The next afternoon Nancy phoned me with her report. “Hi, we just met with Mrs. Shaw.” I waited, expecting her to have a different take on the situation and somehow find me at fault. “It’s far worse than you led us to assume,” Nancy groaned.

On the other line Lillian chimed in. “I can’t believe that woman! The first thing she wanted was our rules listed in writing so she could show them to her lawyer.”

Nancy continued. “Mrs. Shaw said the Tabernacle Home was private and did not accept funding, and that their attorney advised that a lawsuit against them would not hold water. And this is before we had a chance to say anything or even take a seat in the room.”

“We tried to defuse the situation,” Lillian interjected. “I told Mrs.

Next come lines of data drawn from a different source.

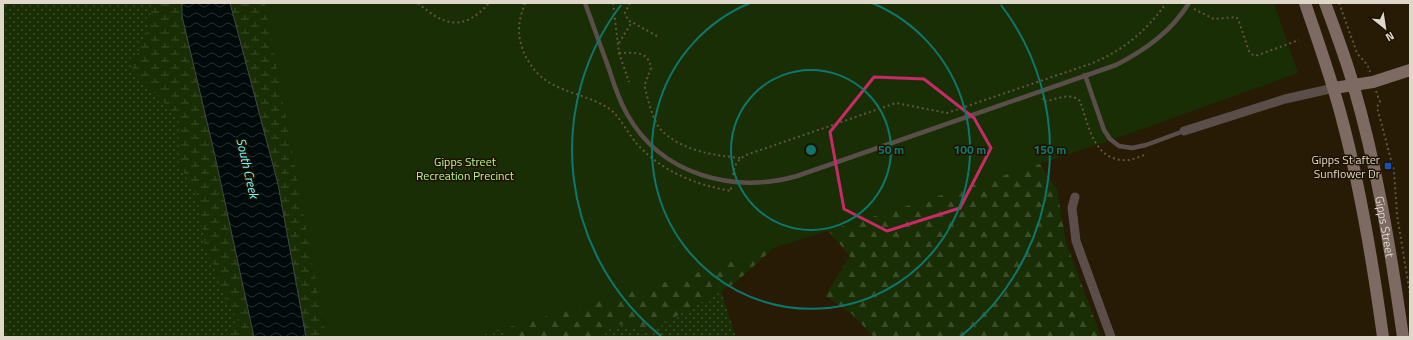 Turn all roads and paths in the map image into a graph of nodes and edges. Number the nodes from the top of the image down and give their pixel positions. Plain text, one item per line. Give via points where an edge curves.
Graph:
1 (418, 3) edge
2 (489, 3) edge
3 (525, 3) edge
4 (585, 3) edge
5 (613, 3) edge
6 (630, 3) edge
7 (1166, 3) edge
8 (1305, 3) edge
9 (1325, 3) edge
10 (1339, 3) edge
11 (1188, 4) edge
12 (632, 22) junction
13 (657, 36) dead end
14 (1300, 40) dead end
15 (618, 44) junction
16 (619, 53) junction
17 (1368, 65) dead end
18 (1410, 70) edge
19 (1085, 76) junction
20 (629, 82) dead end
21 (1037, 83) junction
22 (1353, 85) junction
23 (1334, 88) junction
24 (1040, 91) junction
25 (1378, 97) dead end
26 (1184, 131) joint
27 (1147, 154) dead end
28 (740, 158) junction
29 (732, 182) junction
30 (1075, 197) dead end
31 (1410, 294) edge
32 (1111, 337) edge
33 (1383, 337) edge
34 (1403, 337) edge

1 - 2 path via 445,21 457,23 472,18
3 - 29 path via 520,22 520,39 529,62 541,76 550,83 610,109 639,146 673,172 698,183 730,191
4 - 29 lane via 621,102 644,138 682,167 717,180
5 - 15 path
6 - 12 path via 625,13
7 - 21 path via 1140,34 1115,52 1103,59
8 - 23 main road, Gipps Street
9 - 22 main road, Gipps Street
10 - 17 path via 1357,53
11 - 14 path via 1214,19 1238,18 1249,51 1254,56
11 - 19 lane via 1171,26 1154,42 1116,65
12 - 13 path
12 - 15 path
15 - 16 path
16 - 20 path
16 - 28 path via 637,53 647,58 651,68 645,88 650,107 657,124 669,136 686,148 698,152
18 - 22 main road via 1373,82
19 - 24 lane
19 - 26 lane via 1104,130 1119,146 1132,148 1146,145
21 - 24 path
21 - 28 path via 947,114 896,103
22 - 23 main road
22 - 34 main road, Gipps Street via 1388,236
23 - 26 street via 1284,99
23 - 33 main road, Gipps Street via 1369,240
24 - 27 path via 1044,102 1071,96 1080,101 1096,145 1107,155 1128,160
24 - 29 lane via 797,176 767,182
25 - 31 path, Gipps Street via 1379,117 1394,170
28 - 29 path via 734,168
30 - 32 street via 1072,208 1076,241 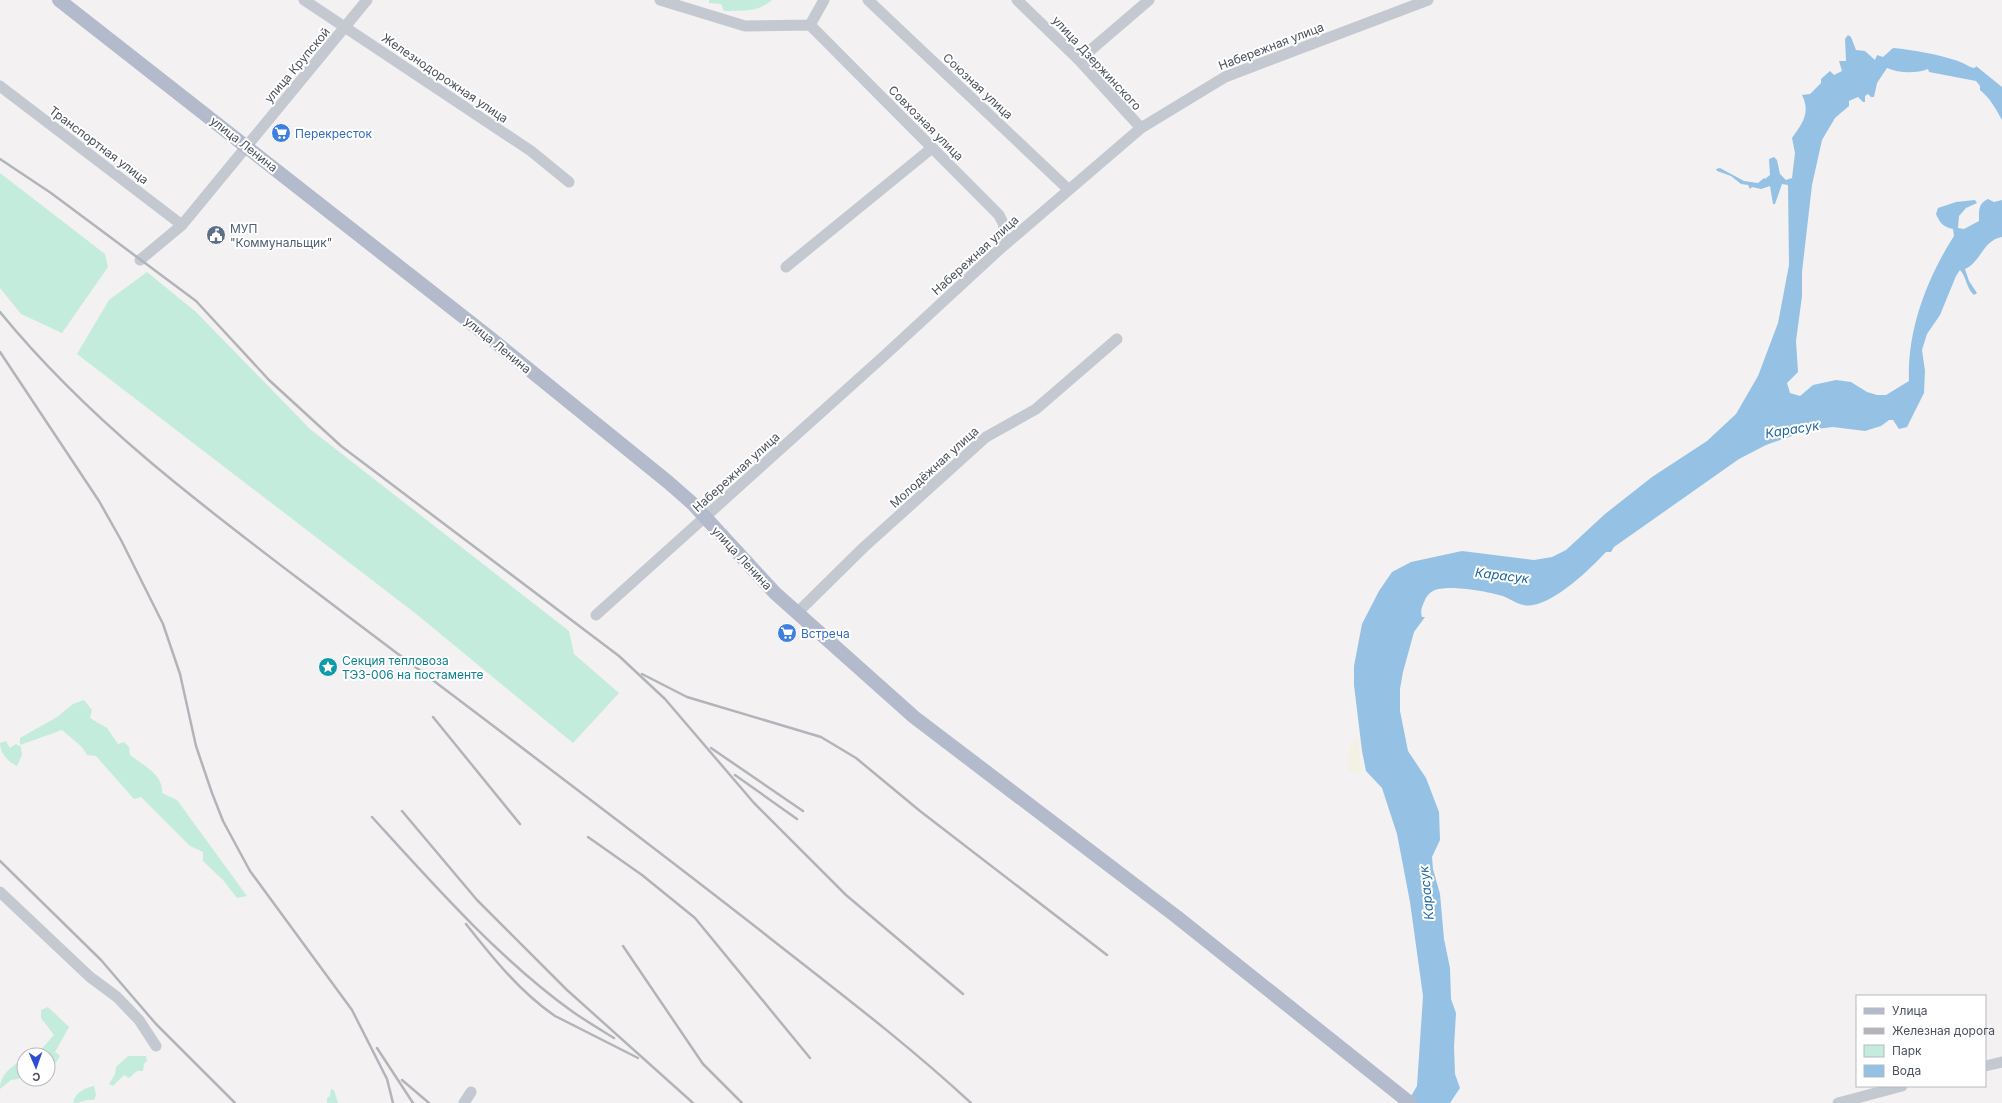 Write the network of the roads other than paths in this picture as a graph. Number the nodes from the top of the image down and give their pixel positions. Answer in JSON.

Shaw that you said that Lydia wants to stay at the Tabernacle Home, and that you reported that it was a very adequate facility. In a conceited manner, Mrs. Shaw replied that of course it was. Then she went on to say that Lydia could not go off premises for six months, as stated in their student handbook.”

“Oh, and Mrs. Shaw gave us a typed list of instructions for you to follow,” Nancy added. “My response was to tell Mrs. Shaw that I trusted the good sense and integrity of my volunteers and so I would not dictate to you, or anyone else.”

“What did she say?” I asked, imagining Mrs. Shaw’s pique at a structure that did not have workers blindly obeying their superiors.

“As you might gather, Mrs. Shaw was very defensive, and again, rather than respond to the point, she attacked. She said she was very unhappy that I had accompanied Lillian without making it clear that it was going to be ‘two against one.’ “

“I wouldn’t want to have to be on the opposite side of the room against you two either!”

We all laughed.

Nancy then became more serious. “Unfortunately, Mona—Lydia’s HRS caseworker—was there the day before and tried to clarify the Guardian ad Litem’s role to the Shaws. She did us no favor, and probably hurt us by explaining that since there were so few guardians, in her opinion, they should be given to younger kids.”

“What should we do about Lydia?” I asked, refocusing on my case.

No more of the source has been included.